Retype the data exactly, from its first line to the line containing "cairo_arc(cr, x + w - r, y + r, r, 1.5", including both, and skip any picture.

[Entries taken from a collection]
Content starts

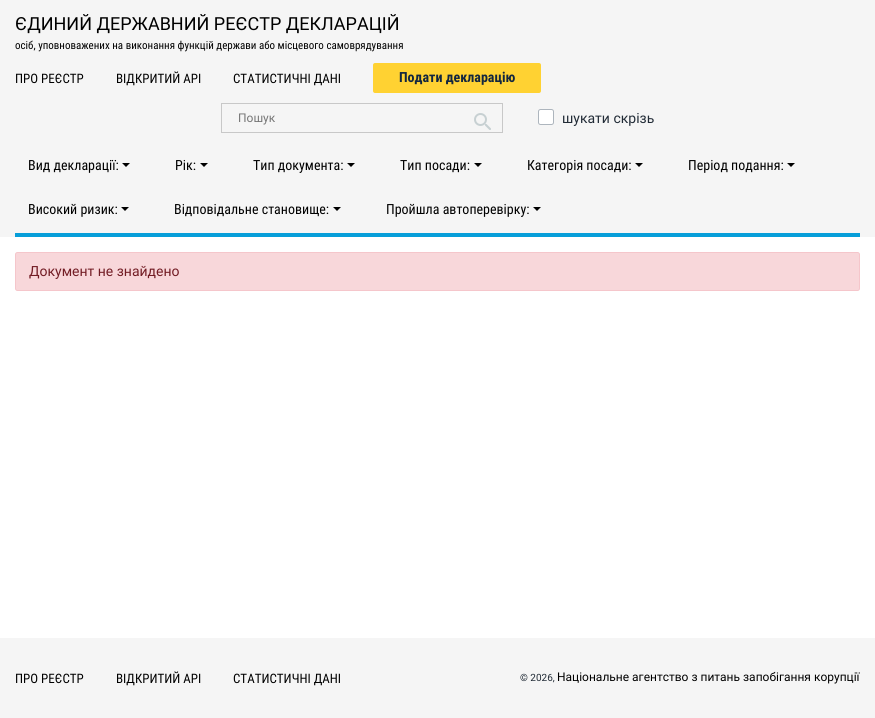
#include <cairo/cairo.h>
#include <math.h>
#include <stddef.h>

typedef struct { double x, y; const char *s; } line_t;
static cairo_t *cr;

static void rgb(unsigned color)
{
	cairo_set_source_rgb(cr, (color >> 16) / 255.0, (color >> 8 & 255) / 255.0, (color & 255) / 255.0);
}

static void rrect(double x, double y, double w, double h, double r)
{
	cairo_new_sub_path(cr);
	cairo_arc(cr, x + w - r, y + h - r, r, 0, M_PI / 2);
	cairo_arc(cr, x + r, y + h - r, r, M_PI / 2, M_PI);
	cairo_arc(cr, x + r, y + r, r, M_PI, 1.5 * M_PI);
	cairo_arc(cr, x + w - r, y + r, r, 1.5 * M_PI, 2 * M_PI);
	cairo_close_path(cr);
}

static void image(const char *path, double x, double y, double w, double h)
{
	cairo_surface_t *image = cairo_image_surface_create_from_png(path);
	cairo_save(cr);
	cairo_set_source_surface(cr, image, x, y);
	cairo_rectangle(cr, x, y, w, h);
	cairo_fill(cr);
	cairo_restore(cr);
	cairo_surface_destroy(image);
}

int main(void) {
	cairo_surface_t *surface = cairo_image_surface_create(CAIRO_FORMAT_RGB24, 875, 718);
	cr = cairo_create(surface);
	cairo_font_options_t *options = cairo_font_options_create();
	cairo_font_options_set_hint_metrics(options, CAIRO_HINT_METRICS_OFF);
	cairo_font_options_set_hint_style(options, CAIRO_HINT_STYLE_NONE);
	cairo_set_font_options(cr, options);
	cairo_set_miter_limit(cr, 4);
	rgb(0xffffff);
	cairo_paint(cr);
	rgb(0xf5f5f5);
	cairo_rectangle(cr, 0, 0, 875, 237);
	cairo_fill(cr);
	rgb(0xffd232);
	rrect(374, 64, 166, 28, 1);
	cairo_fill_preserve(cr);
	cairo_stroke(cr);
	cairo_rectangle(cr, 221.5, 103.5, 281, 29);
	rgb(0xc8c8c8);
	cairo_set_line_width(cr, 1);
	cairo_stroke(cr);
	image("img/1.png", 474, 113, 17, 17);
	rgb(0xffffff);
	rrect(538.5, 109.5, 15, 15, 2);
	cairo_fill_preserve(cr);
	rgb(0xadb5bd);
	cairo_stroke(cr);
	rgb(0x079ed9);
	cairo_rectangle(cr, 15, 233, 845, 4);
	cairo_fill(cr);
	rgb(0x000000);
	cairo_new_path(cr);
	cairo_move_to(cr, 122, 163);
	cairo_line_to(cr, 130, 163);
	cairo_line_to(cr, 126, 167);
	cairo_close_path(cr);
	cairo_fill(cr);
	cairo_new_path(cr);
	cairo_move_to(cr, 200, 163);
	cairo_line_to(cr, 208, 163);
	cairo_line_to(cr, 204, 167);
	cairo_close_path(cr);
	cairo_fill(cr);
	cairo_new_path(cr);
	cairo_move_to(cr, 347, 163);
	cairo_line_to(cr, 355, 163);
	cairo_line_to(cr, 351, 167);
	cairo_close_path(cr);
	cairo_fill(cr);
	cairo_new_path(cr);
	cairo_move_to(cr, 474, 163);
	cairo_line_to(cr, 482, 163);
	cairo_line_to(cr, 478, 167);
	cairo_close_path(cr);
	cairo_fill(cr);
	cairo_new_path(cr);
	cairo_move_to(cr, 635, 163);
	cairo_line_to(cr, 643, 163);
	cairo_line_to(cr, 639, 167);
	cairo_close_path(cr);
	cairo_fill(cr);
	cairo_new_path(cr);
	cairo_move_to(cr, 787, 163);
	cairo_line_to(cr, 795, 163);
	cairo_line_to(cr, 791, 167);
	cairo_close_path(cr);
	cairo_fill(cr);
	cairo_new_path(cr);
	cairo_move_to(cr, 121, 207);
	cairo_line_to(cr, 129, 207);
	cairo_line_to(cr, 125, 211);
	cairo_close_path(cr);
	cairo_fill(cr);
	cairo_new_path(cr);
	cairo_move_to(cr, 333, 207);
	cairo_line_to(cr, 341, 207);
	cairo_line_to(cr, 337, 211);
	cairo_close_path(cr);
	cairo_fill(cr);
	cairo_new_path(cr);
	cairo_move_to(cr, 533, 207);
	cairo_line_to(cr, 541, 207);
	cairo_line_to(cr, 537, 211);
	cairo_close_path(cr);
	cairo_fill(cr);
	rgb(0xf8d7da);
	rrect(15.5, 252.5, 844, 38, 2);
	cairo_fill_preserve(cr);
	rgb(0xf5c6cb);
	cairo_stroke(cr);
	rgb(0xf5f5f5);
	cairo_rectangle(cr, 0, 638, 875, 80);
	cairo_fill(cr);
	cairo_select_font_face(cr, "Roboto", CAIRO_FONT_SLANT_NORMAL, CAIRO_FONT_WEIGHT_NORMAL);
	cairo_set_font_size(cr, 18);
	rgb(0x000000);
	cairo_move_to(cr, 15, 30);
	cairo_show_text(cr, "ЄДИНИЙ ДЕРЖАВНИЙ РЕЄСТР ДЕКЛАРАЦІЙ");
	cairo_select_font_face(cr, "Roboto Condensed", CAIRO_FONT_SLANT_NORMAL, CAIRO_FONT_WEIGHT_NORMAL);
	cairo_set_font_size(cr, 11);
	cairo_move_to(cr, 15, 49);
	cairo_show_text(cr, "осіб, уповноважених на виконання функцій держави або місцевого самоврядування");
	cairo_set_font_size(cr, 13);
	{
		static const line_t items[] = {
			{15, 83, "ПРО РЕЄСТР"},
			{116, 83, "ВІДКРИТИЙ АРІ"},
			{233, 83, "СТАТИСТИЧНІ ДАНІ"},
		};
		for (size_t i = 0; i < sizeof items / sizeof *items; i++) {
			cairo_move_to(cr, items[i].x, items[i].y);
			cairo_show_text(cr, items[i].s);
		}
	}
	cairo_select_font_face(cr, "Roboto Condensed", CAIRO_FONT_SLANT_NORMAL, CAIRO_FONT_WEIGHT_BOLD);
	cairo_set_font_size(cr, 14);
	rgb(0x12263f);
	cairo_move_to(cr, 399, 82);
	cairo_show_text(cr, "Подати декларацію");
	cairo_select_font_face(cr, "Roboto", CAIRO_FONT_SLANT_NORMAL, CAIRO_FONT_WEIGHT_NORMAL);
	cairo_set_font_size(cr, 12);
	rgb(0x757575);
	cairo_move_to(cr, 238, 122);
	cairo_show_text(cr, "Пошук");
	cairo_set_font_size(cr, 14);
	rgb(0x212b36);
	cairo_move_to(cr, 562, 123);
	cairo_show_text(cr, "шукати скрізь");
	cairo_select_font_face(cr, "Roboto Condensed", CAIRO_FONT_SLANT_NORMAL, CAIRO_FONT_WEIGHT_NORMAL);
	rgb(0x000000);
	{
		static const line_t items[] = {
			{28, 170, "Вид декларації:"},
			{175, 170, "Рік:"},
			{253, 170, "Тип документа:"},
			{400, 170, "Тип посади:"},
			{527, 170, "Категорія посади:"},
			{688, 170, "Період подання:"},
			{28, 214, "Високий ризик:"},
			{174, 214, "Відповідальне становище:"},
			{386, 214, "Пройшла автоперевірку:"},
		};
		for (size_t i = 0; i < sizeof items / sizeof *items; i++) {
			cairo_move_to(cr, items[i].x, items[i].y);
			cairo_show_text(cr, items[i].s);
		}
	}
	cairo_select_font_face(cr, "Roboto", CAIRO_FONT_SLANT_NORMAL, CAIRO_FONT_WEIGHT_NORMAL);
	rgb(0x721c24);
	cairo_move_to(cr, 29, 276);
	cairo_show_text(cr, "Документ не знайдено");
	cairo_select_font_face(cr, "Roboto Condensed", CAIRO_FONT_SLANT_NORMAL, CAIRO_FONT_WEIGHT_NORMAL);
	cairo_set_font_size(cr, 13);
	rgb(0x000000);
	{
		static const line_t items[] = {
			{15, 683, "ПРО РЕЄСТР"},
			{116, 683, "ВІДКРИТИЙ АРІ"},
			{233, 683, "СТАТИСТИЧНІ ДАНІ"},
		};
		for (size_t i = 0; i < sizeof items / sizeof *items; i++) {
			cairo_move_to(cr, items[i].x, items[i].y);
			cairo_show_text(cr, items[i].s);
		}
	}
	cairo_select_font_face(cr, "Roboto", CAIRO_FONT_SLANT_NORMAL, CAIRO_FONT_WEIGHT_NORMAL);
	cairo_set_font_size(cr, 10);
	rgb(0x212b36);
	cairo_move_to(cr, 520, 681);
	cairo_show_text(cr, "© 2026,");
	cairo_set_font_size(cr, 12);
	rgb(0x000000);
	cairo_move_to(cr, 557, 681);
	cairo_show_text(cr, "Національне агентство з питань запобігання корупції");
	cairo_surface_write_to_png(surface, "page.png");
	cairo_font_options_destroy(options);
	cairo_destroy(cr);
	cairo_surface_destroy(surface);
	return 0;
}
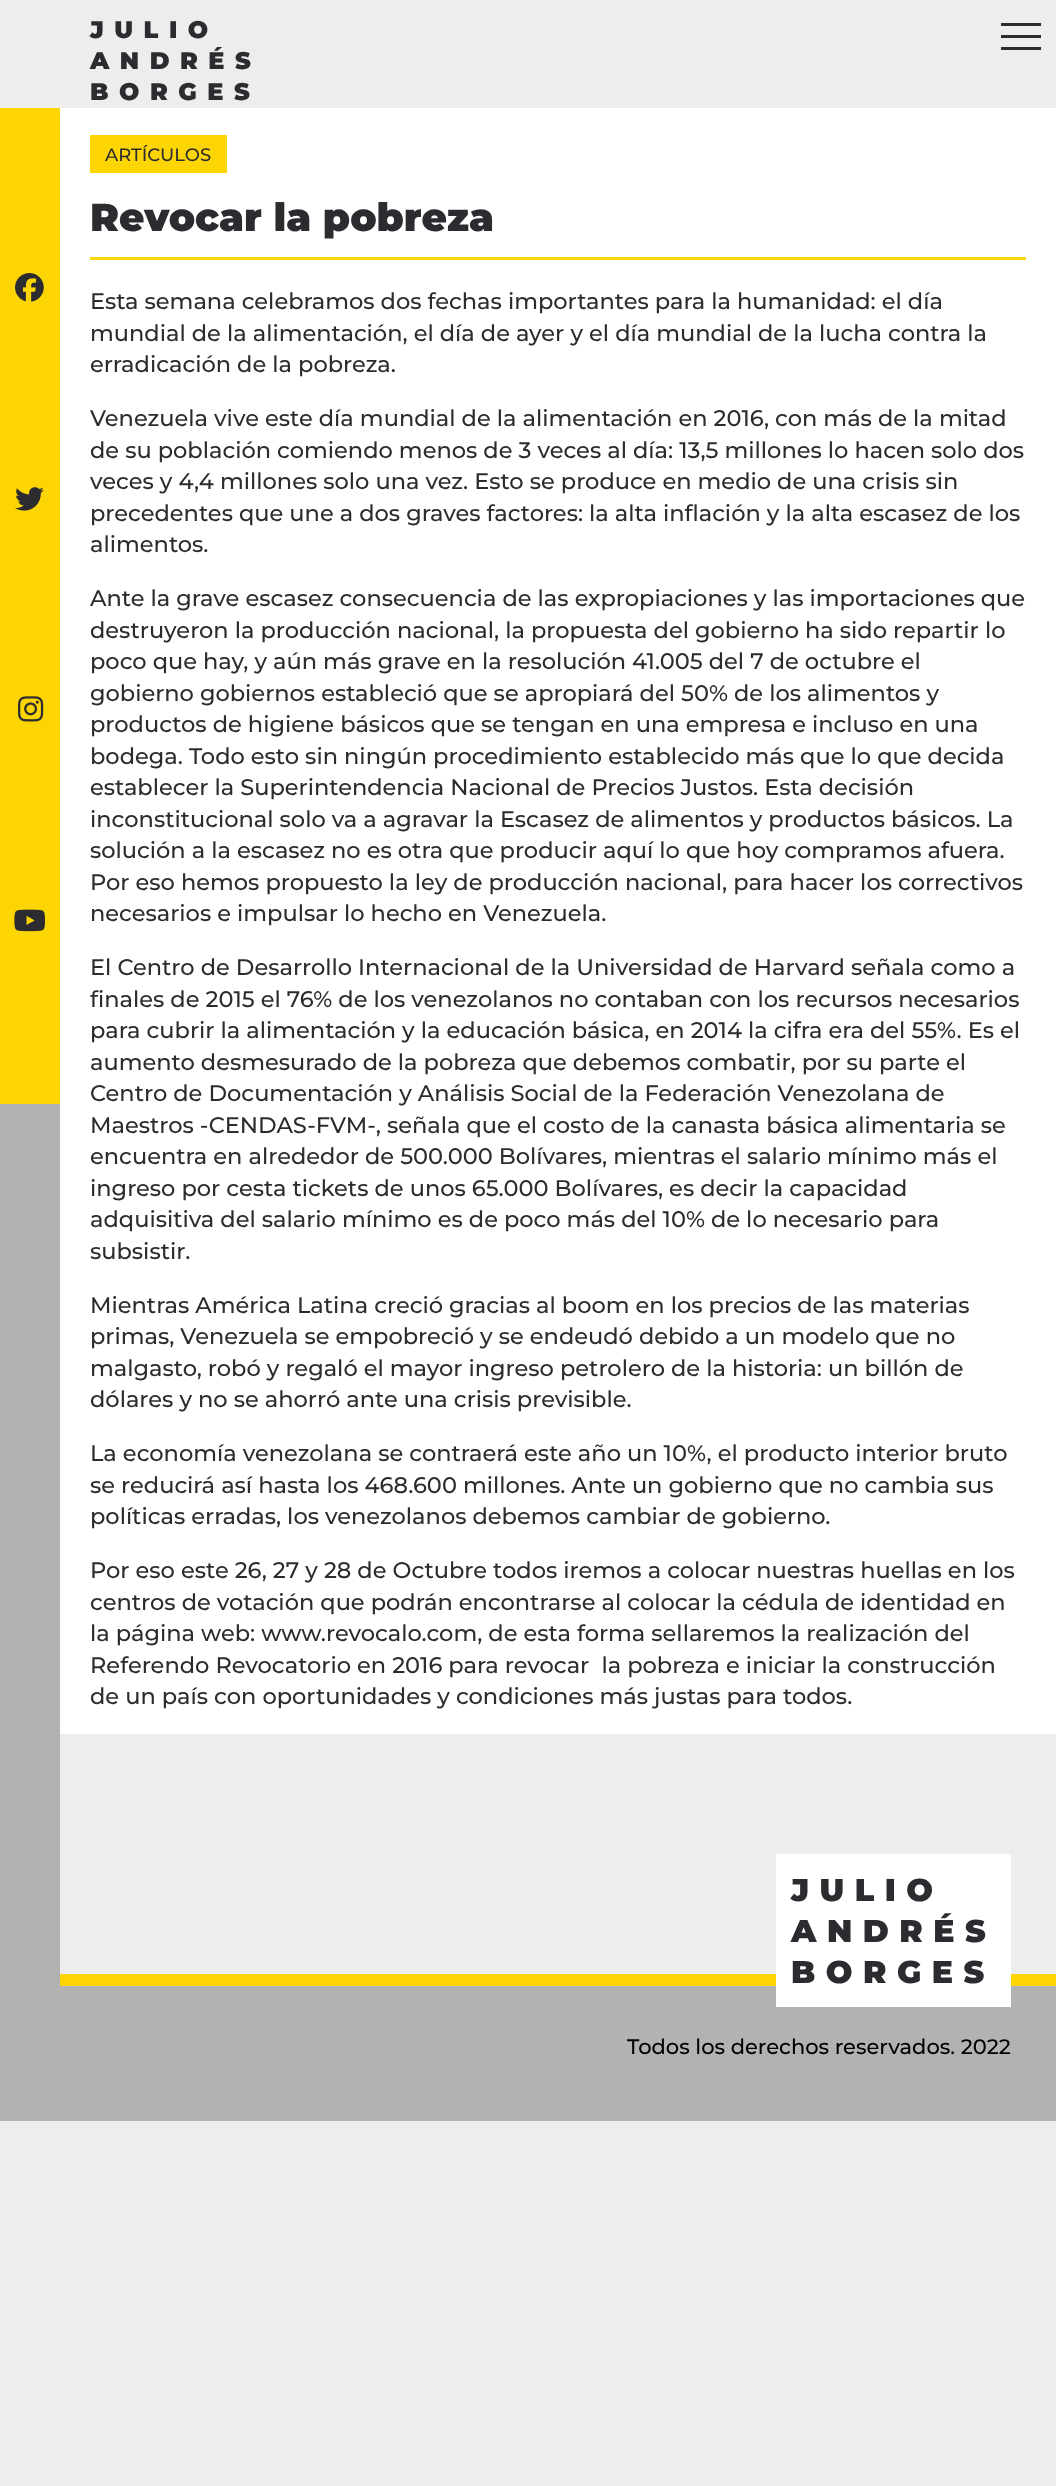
async function draw(canvas) {
  canvas.width = 1056
  canvas.height = 2486
  const ctx = canvas.getContext('2d')
  ctx.miterLimit = 4
  ctx.fontKerning = 'normal'
  async function loadImage(src) {
    const img = new Image()
    img.src = src
    await img.decode()
    return img
  }

  ctx.fillStyle = '#ededed'
  ctx.fillRect(0, 0, 1056, 2486)
  ctx.letterSpacing = '10.5px'
  ctx.font = '900 24px Montserrat'
  ctx.fillStyle = '#2c2c30'
  ctx.fillText('JULIO', 90, 38)
  ctx.fillText('ANDRÉS', 90, 69)
  ctx.fillText('BORGES', 90, 100)
  ctx.fillRect(1001, 23, 40, 3)
  ctx.fillRect(1001, 35, 40, 3)
  ctx.fillRect(1001, 47, 40, 3)
  ctx.fillStyle = '#fdd502'
  ctx.fillRect(0, 108, 60, 996)
  ctx.fillStyle = '#b2b2b2'
  ctx.fillRect(0, 1104, 60, 882)
  ctx.drawImage(await loadImage('image0.png'), 15, 273, 29, 29)
  ctx.drawImage(await loadImage('image1.png'), 15, 487, 29, 24)
  ctx.drawImage(await loadImage('image2.png'), 18, 696, 26, 26)
  ctx.drawImage(await loadImage('image3.png'), 14, 909, 31, 23)
  ctx.fillStyle = '#fff'
  ctx.fillRect(60, 108, 996, 1626)
  ctx.fillStyle = '#fdd502'
  ctx.fillRect(90, 135, 137, 38)
  ctx.letterSpacing = '0px'
  ctx.font = '500 18px Montserrat'
  ctx.fillStyle = '#2c2c30'
  ctx.fillText('ARTÍCULOS', 105, 161)
  ctx.fillStyle = '#fdd502'
  ctx.fillRect(90, 257, 936, 3)
  ctx.font = '900 39px Montserrat'
  ctx.fillStyle = '#2c2c30'
  ctx.fillText('Revocar la pobreza', 90, 231)
  ctx.font = '500 22.5px Montserrat'
  ctx.fillText('Esta semana celebramos dos fechas importantes para la humanidad: el día', 90, 309)
  ctx.fillText('mundial de la alimentación, el día de ayer y el día mundial de la lucha contra la', 90, 341)
  ctx.fillText('erradicación de la pobreza.', 90, 372)
  ctx.fillText('Venezuela vive este día mundial de la alimentación en 2016, con más de la mitad', 90, 426)
  ctx.fillText('de su población comiendo menos de 3 veces al día: 13,5 millones lo hacen solo dos', 90, 458)
  ctx.fillText('veces y 4,4 millones solo una vez. Esto se produce en medio de una crisis sin', 90, 489)
  ctx.fillText('precedentes que une a dos graves factores: la alta inflación y la alta escasez de los', 90, 521)
  ctx.fillText('alimentos.', 90, 552)
  ctx.fillText('Ante la grave escasez consecuencia de las expropiaciones y las importaciones que', 90, 606)
  ctx.fillText('destruyeron la producción nacional, la propuesta del gobierno ha sido repartir lo', 90, 638)
  ctx.fillText('poco que hay, y aún más grave en la resolución 41.005 del 7 de octubre el', 90, 669)
  ctx.fillText('gobierno gobiernos estableció que se apropiará del 50% de los alimentos y', 90, 701)
  ctx.fillText('productos de higiene básicos que se tengan en una empresa e incluso en una', 90, 732)
  ctx.fillText('bodega. Todo esto sin ningún procedimiento establecido más que lo que decida', 90, 764)
  ctx.fillText('establecer la Superintendencia Nacional de Precios Justos. Esta decisión', 90, 795)
  ctx.fillText('inconstitucional solo va a agravar la Escasez de alimentos y productos básicos. La', 90, 827)
  ctx.fillText('solución a la escasez no es otra que producir aquí lo que hoy compramos afuera.', 90, 858)
  ctx.fillText('Por eso hemos propuesto la ley de producción nacional, para hacer los correctivos', 90, 890)
  ctx.fillText('necesarios e impulsar lo hecho en Venezuela.', 90, 921)
  ctx.fillText('El Centro de Desarrollo Internacional de la Universidad de Harvard señala como a', 90, 975)
  ctx.fillText('finales de 2015 el 76% de los venezolanos no contaban con los recursos necesarios', 90, 1007)
  ctx.fillText('para cubrir la alimentación y la educación básica, en 2014 la cifra era del 55%. Es el', 90, 1038)
  ctx.fillText('aumento desmesurado de la pobreza que debemos combatir, por su parte el', 90, 1070)
  ctx.fillText('Centro de Documentación y Análisis Social de la Federación Venezolana de', 90, 1101)
  ctx.fillText('Maestros -CENDAS-FVM-, señala que el costo de la canasta básica alimentaria se', 90, 1133)
  ctx.fillText('encuentra en alrededor de 500.000 Bolívares, mientras el salario mínimo más el', 90, 1164)
  ctx.fillText('ingreso por cesta tickets de unos 65.000 Bolívares, es decir la capacidad', 90, 1196)
  ctx.fillText('adquisitiva del salario mínimo es de poco más del 10% de lo necesario para', 90, 1227)
  ctx.fillText('subsistir.', 90, 1259)
  ctx.fillText('Mientras América Latina creció gracias al boom en los precios de las materias', 90, 1313)
  ctx.fillText('primas, Venezuela se empobreció y se endeudó debido a un modelo que no', 90, 1344)
  ctx.fillText('malgasto, robó y regaló el mayor ingreso petrolero de la historia: un billón de', 90, 1376)
  ctx.fillText('dólares y no se ahorró ante una crisis previsible.', 90, 1407)
  ctx.fillText('La economía venezolana se contraerá este año un 10%, el producto interior bruto', 90, 1461)
  ctx.fillText('se reducirá así hasta los 468.600 millones. Ante un gobierno que no cambia sus', 90, 1493)
  ctx.fillText('políticas erradas, los venezolanos debemos cambiar de gobierno.', 90, 1524)
  ctx.fillText('Por eso este 26, 27 y 28 de Octubre todos iremos a colocar nuestras huellas en los', 90, 1578)
  ctx.fillText('centros de votación que podrán encontrarse al colocar la cédula de identidad en', 90, 1610)
  ctx.fillText('la página web: www.revocalo.com, de esta forma sellaremos la realización del', 90, 1641)
  ctx.fillText('Referendo Revocatorio en 2016 para revocar  la pobreza e iniciar la construcción', 90, 1673)
  ctx.fillText('de un país con oportunidades y condiciones más justas para todos.', 90, 1704)
  ctx.fillStyle = '#b2b2b2'
  ctx.fillRect(0, 1986, 1056, 135)
  ctx.fillStyle = '#fdd502'
  ctx.fillRect(60, 1974, 996, 12)
  ctx.fillStyle = '#fff'
  ctx.fillRect(776, 1854, 235, 153)
  ctx.letterSpacing = '10.5px'
  ctx.font = '900 31.5px Montserrat'
  ctx.fillStyle = '#2c2c30'
  ctx.fillText('JULIO', 791, 1901)
  ctx.fillText('ANDRÉS', 791, 1942)
  ctx.fillText('BORGES', 791, 1983)
  ctx.letterSpacing = '0px'
  ctx.font = '500 21px Montserrat'
  ctx.fillStyle = '#000'
  ctx.fillText('Todos los derechos reservados. 2022', 627, 2054)
}

draw(document.querySelector('canvas'))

Content ends

*PROBLEM SOLUTION*.
#include <cairo/cairo.h>
#include <math.h>
#include <stddef.h>

typedef struct { double x, y; const char *s; } line_t;
static cairo_t *cr;

static void rgb(unsigned color)
{
	cairo_set_source_rgb(cr, (color >> 16) / 255.0, (color >> 8 & 255) / 255.0, (color & 255) / 255.0);
}

static void rrect(double x, double y, double w, double h, double r)
{
	cairo_new_sub_path(cr);
	cairo_arc(cr, x + w - r, y + h - r, r, 0, M_PI / 2);
	cairo_arc(cr, x + r, y + h - r, r, M_PI / 2, M_PI);
	cairo_arc(cr, x + r, y + r, r, M_PI, 1.5 * M_PI);
	cairo_arc(cr, x + w - r, y + r, r, 1.5 * M_PI, 2 * M_PI);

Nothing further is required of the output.